"Juara pertama lomba qiro'ah al-Qur'an diraih oleh....Anisa Azakarya." Suara juri menyadarkanku dan Nisa.
"Nisa...kamu menang Nak, kamu menang." Ucapku sambil mengguncang-guncang tubuh Nisa. Rasa malu mempunyai anak cacat telah kubuang jauh jauh, Nisa bukan anak yang cacat tapi Nisa mempunyai kelebihan yang tak dimilki anak lain. Nisa adalah anak yang luar biasa. Nisa adalah kebanggaanku dan pelita hidupku.
"Piala ini kupersembahkan untuk ayah yang jauh-jauh datang dari luar kota, untuk bundaku tersayang yang tidak pernah lelah mencurahkan kasih sayangnya untuk Nisa dan untuk adik kecilku Afira." Ucap Nisa yang sedang menerima hadiah diatas panggung. Aku tak kuat menahan rasa haru sehingga tangispun pecah. Beribu perasaan bercampur aduk menjadi satu, anatara senang, bangga dan penyesalan yang mendalam karna sering menyiksa Nisa.

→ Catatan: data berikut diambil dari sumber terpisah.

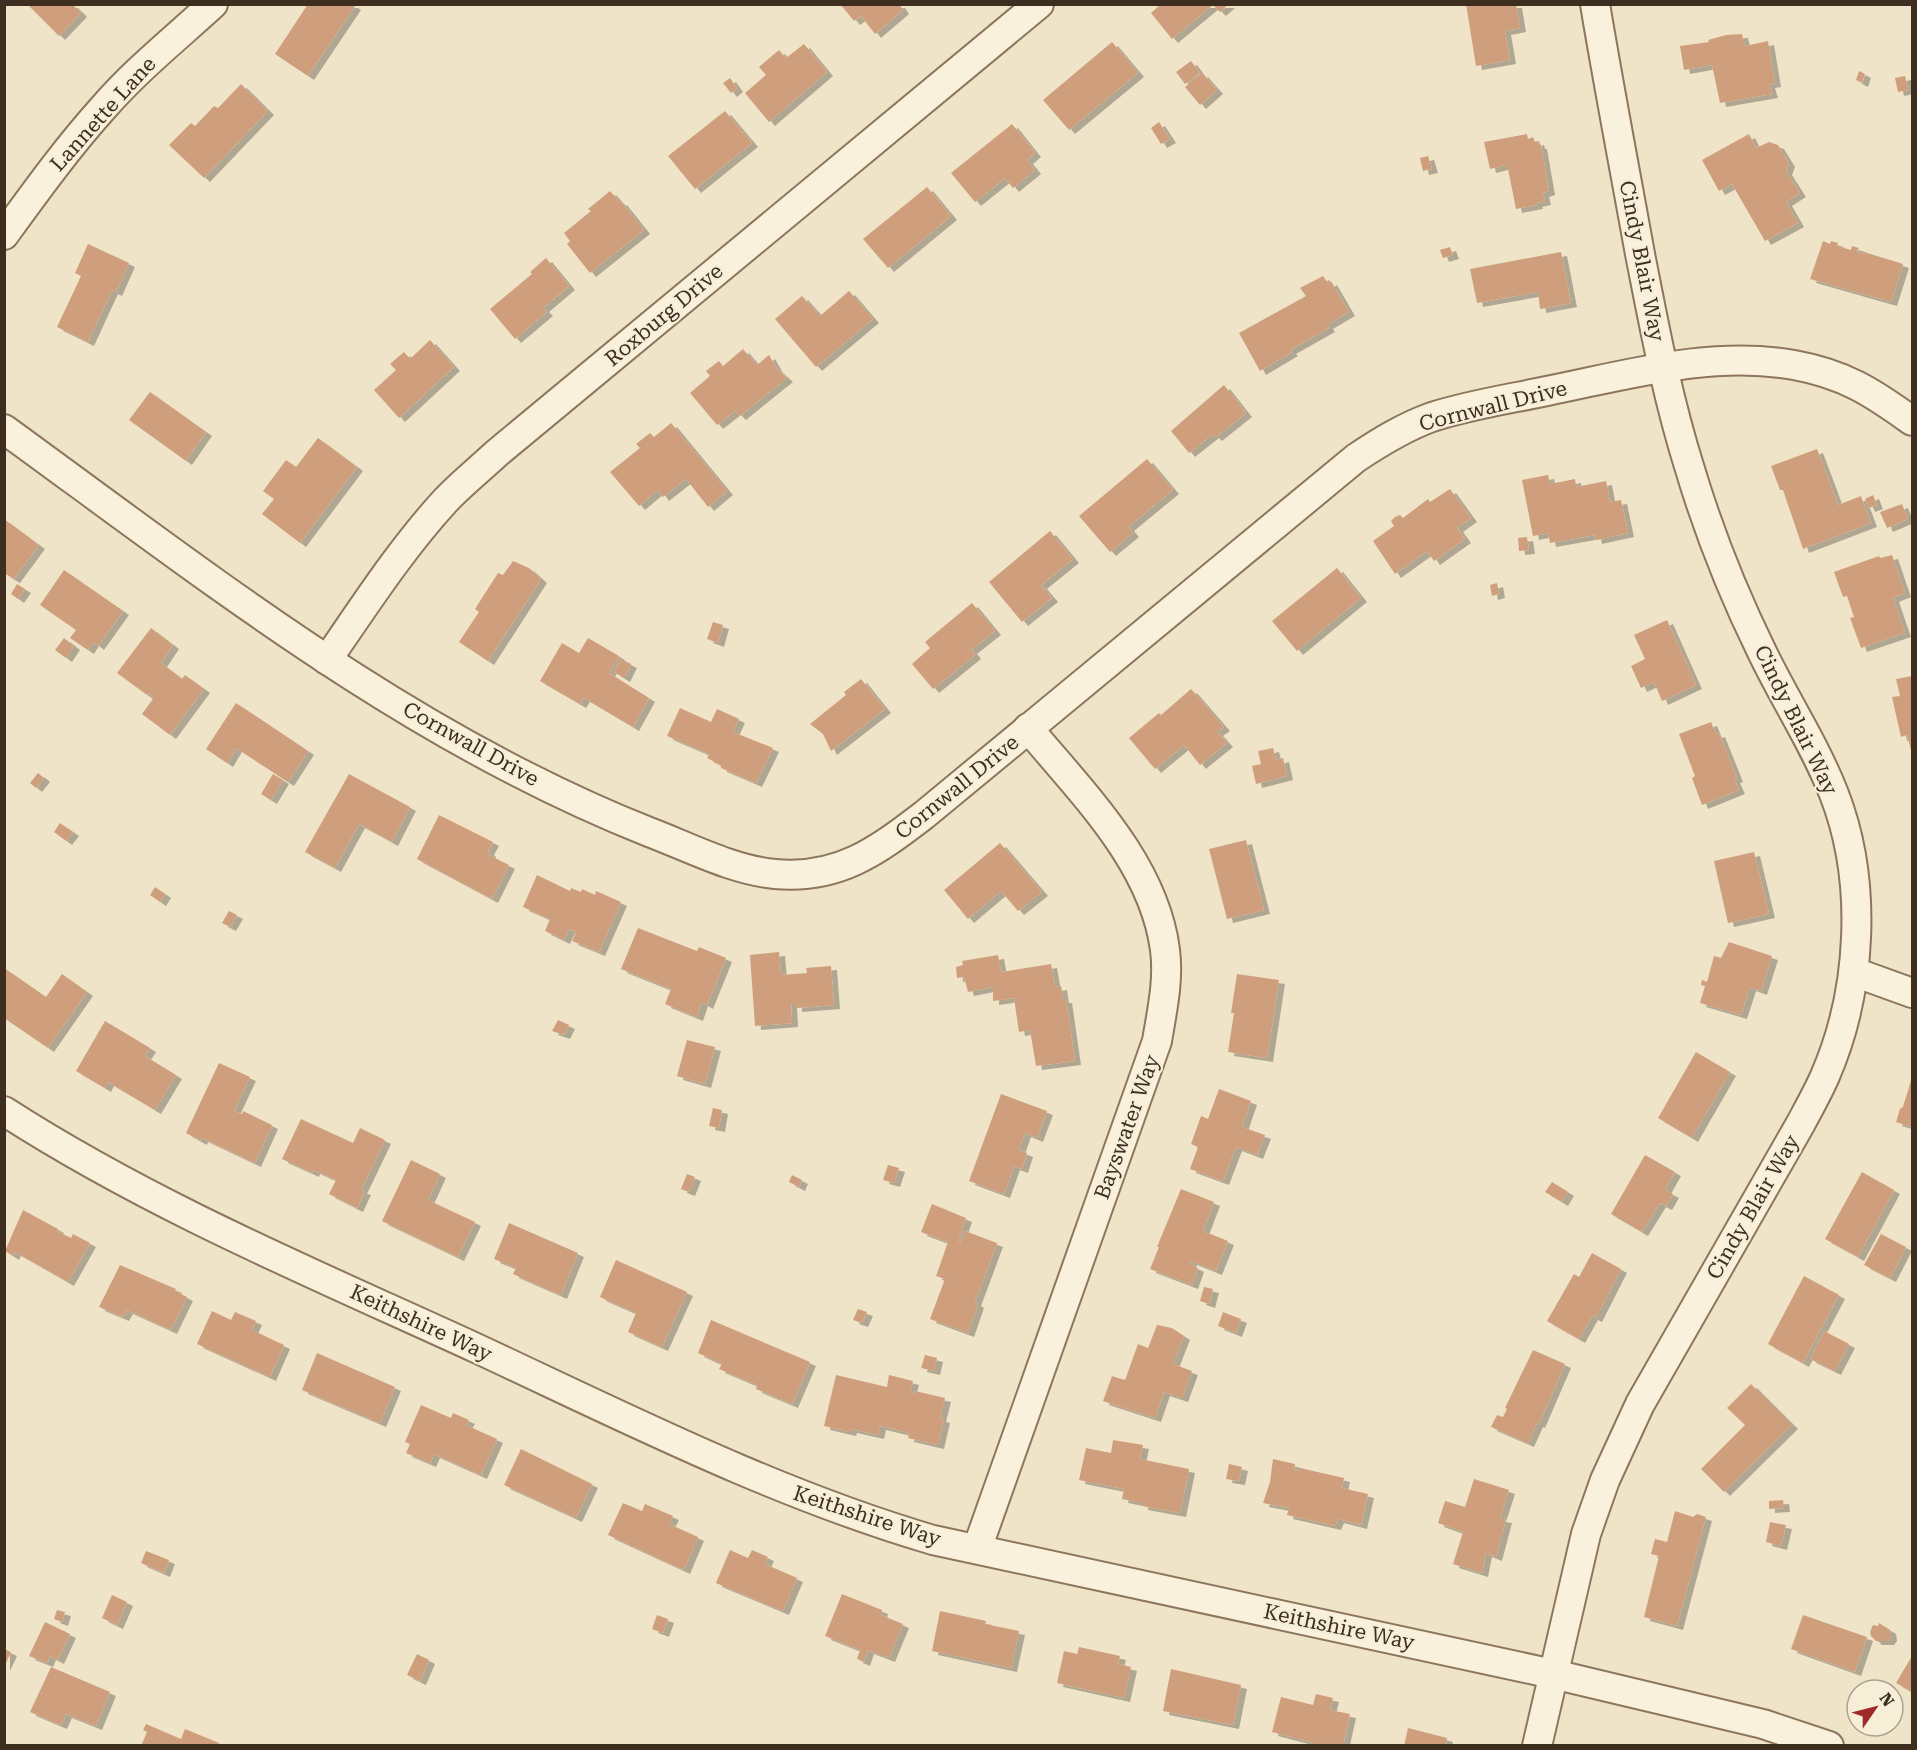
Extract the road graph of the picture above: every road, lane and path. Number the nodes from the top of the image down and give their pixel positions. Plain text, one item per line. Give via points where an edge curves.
1 (213, 4) edge
2 (1595, 4) edge
3 (1029, 7) edge
4 (4, 235) edge
5 (1662, 367) junction
6 (1912, 421) edge
7 (4, 429) edge
8 (327, 660) junction
9 (1028, 728) junction
10 (1854, 972) junction
11 (1912, 993) edge
12 (4, 1111) edge
13 (977, 1549) junction
14 (1553, 1674) junction
15 (1537, 1746) edge
16 (1829, 1746) edge

1 - 4 street, Lannette Lane via 105,106
2 - 5 street, Cindy Blair Way
3 - 8 street, Roxburg Drive via 497,453 416,535
5 - 6 street, Cornwall Drive via 1756,361 1794,365 1854,383
5 - 9 street, Cornwall Drive via 1432,417 1382,441 1356,458
5 - 10 street, Cindy Blair Way via 1688,464 1720,554 1763,654 1835,796 1852,862 1857,924
7 - 8 street, Cornwall Drive
8 - 9 street, Cornwall Drive via 445,733 613,818 739,867 775,874 836,868 882,847
9 - 13 street, Bayswater Way via 1117,837 1149,893 1166,951 1166,992 1157,1041
10 - 11 street
10 - 14 street, Cindy Blair Way via 1826,1076 1640,1404 1605,1480 1586,1534
12 - 13 street, Keithshire Way via 82,1159 215,1228 647,1427 786,1489 873,1522
13 - 14 street, Keithshire Way
14 - 15 street, Cindy Blair Way
14 - 16 street, Keithshire Way via 1764,1724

Aku benar-benar malu pada Nisa, meski bertubi-tubi kemarahan sering kutumpahkan kepadanya namun dengan tulus ia membalasnya dengan cinta. Dan meski aku begitu membedakan Nisa dengan Fira namun Nisa tak pernah membenci Fira.
"Nisa bidadariku, maafkan bunda atas semua kekurangan bunda, dan jangan lupa doakan agar bunda bisa jadi bunda yg terbaik untukmu."
"Ya Allah, melalui putriku Anisa, Engkau didik hambamu ini untuk menjadi ibu yang baik, penuh kasih dan dapat bersikap adil. Aku bermohon ampunan kepada-Mu atas apa yang telah kulakukan pada bidadariku Anisa Azakarya. Beri hamba kesempatan memperbaiki kesalahan dan ingatkan hamba untuk tidak mengulanginya lagi."